# What the task asks
Please state how many lines of the records below contain the word "graph". Give the number and nothing else.

(Stored items)
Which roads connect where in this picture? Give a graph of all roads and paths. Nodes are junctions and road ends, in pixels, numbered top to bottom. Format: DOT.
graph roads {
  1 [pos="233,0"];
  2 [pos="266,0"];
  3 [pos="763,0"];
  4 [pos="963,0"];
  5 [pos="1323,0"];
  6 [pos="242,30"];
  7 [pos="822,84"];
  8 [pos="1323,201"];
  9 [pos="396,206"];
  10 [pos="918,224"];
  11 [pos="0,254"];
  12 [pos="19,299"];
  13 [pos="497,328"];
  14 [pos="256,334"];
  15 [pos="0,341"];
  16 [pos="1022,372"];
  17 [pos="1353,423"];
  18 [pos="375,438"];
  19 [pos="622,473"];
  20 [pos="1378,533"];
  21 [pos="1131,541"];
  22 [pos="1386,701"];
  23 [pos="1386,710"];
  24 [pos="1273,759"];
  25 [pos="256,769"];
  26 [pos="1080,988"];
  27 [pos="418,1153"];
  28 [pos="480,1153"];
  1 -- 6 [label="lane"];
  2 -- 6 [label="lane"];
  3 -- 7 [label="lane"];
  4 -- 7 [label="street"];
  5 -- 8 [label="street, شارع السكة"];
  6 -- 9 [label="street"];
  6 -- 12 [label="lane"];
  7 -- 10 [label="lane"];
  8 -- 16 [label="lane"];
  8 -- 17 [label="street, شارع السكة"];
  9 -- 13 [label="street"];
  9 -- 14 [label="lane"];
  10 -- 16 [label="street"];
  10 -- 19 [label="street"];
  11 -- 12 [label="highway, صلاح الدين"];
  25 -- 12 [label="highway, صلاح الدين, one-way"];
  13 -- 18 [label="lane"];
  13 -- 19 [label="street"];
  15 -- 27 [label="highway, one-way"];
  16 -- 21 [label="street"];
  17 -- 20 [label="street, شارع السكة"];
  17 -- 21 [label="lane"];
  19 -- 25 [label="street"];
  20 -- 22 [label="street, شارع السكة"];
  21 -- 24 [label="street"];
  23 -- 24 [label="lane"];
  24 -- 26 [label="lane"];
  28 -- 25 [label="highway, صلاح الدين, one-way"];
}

# Exercise output
2